WHAT IS REQUIRED :: Word for word, write out the entries that follow, omitting all pictures.

MATERIAL FOR THIS TASK ::
============================================================
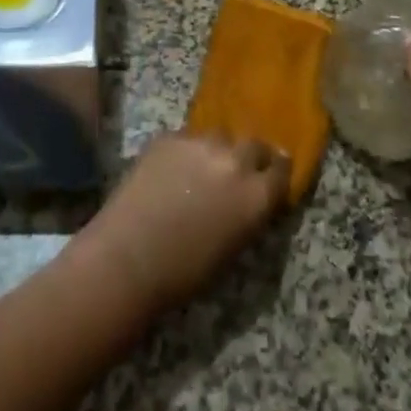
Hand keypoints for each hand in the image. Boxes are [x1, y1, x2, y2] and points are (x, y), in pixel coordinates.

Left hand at [76, 132, 289, 312]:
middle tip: (236, 172)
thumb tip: (251, 199)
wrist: (128, 257)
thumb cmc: (184, 273)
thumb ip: (249, 214)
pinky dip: (185, 152)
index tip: (271, 175)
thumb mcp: (234, 248)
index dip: (276, 173)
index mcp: (257, 195)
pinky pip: (187, 139)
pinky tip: (170, 171)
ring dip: (217, 150)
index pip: (282, 170)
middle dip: (250, 156)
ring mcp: (201, 143)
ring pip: (219, 137)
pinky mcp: (169, 137)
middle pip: (254, 145)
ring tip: (200, 169)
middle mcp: (235, 161)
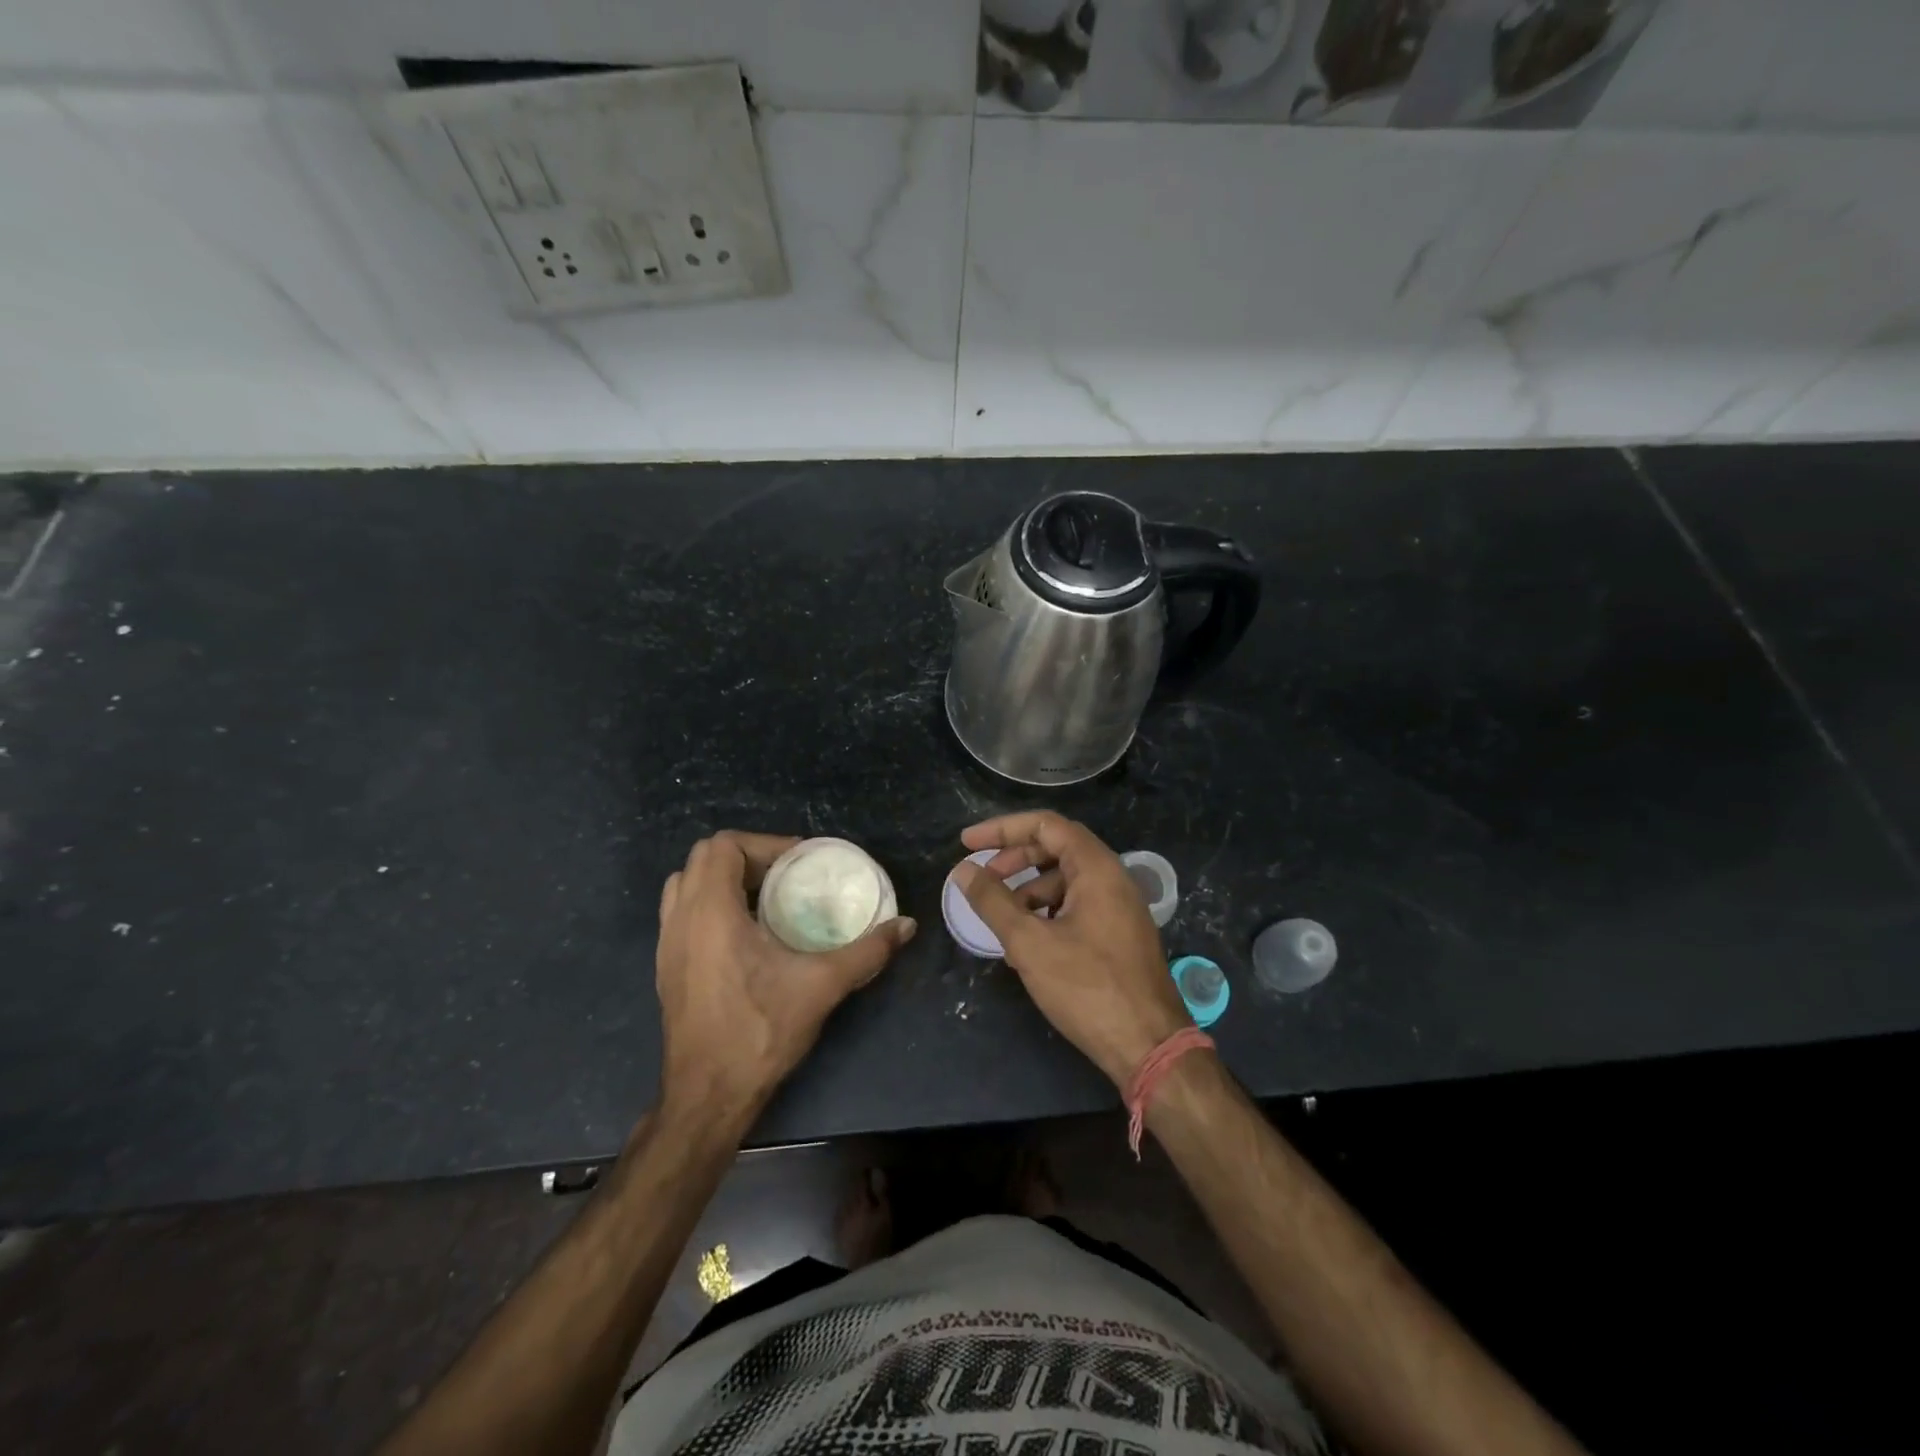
============================================================
EXERCISE RESULT ::
Hand keypoints for each hand in the image. Boxes are [x1, y1, x2, y2] and points are (x, y), in pixel coordinates.

Left hand at [76, 132, 289, 312]:
middle tip: (236, 172)
thumb tip: (251, 199)
wrist: (128, 257)
thumb cmc: (184, 273)
thumb ip: (249, 214)
pinky dip: (185, 152)
index tip: (271, 175)
thumb mcp: (234, 248)
index dip: (276, 173)
index mcp: (257, 195)
pinky pip: (187, 139)
pinky tip: (170, 171)
ring dip: (217, 150)
index pip: (282, 170)
middle dip: (250, 156)
ring mcp: (201, 143)
ring pip: (219, 137)
pinky mcp: (169, 137)
middle pip: (254, 145)
ring tip: (200, 169)
middle mcp: (235, 161)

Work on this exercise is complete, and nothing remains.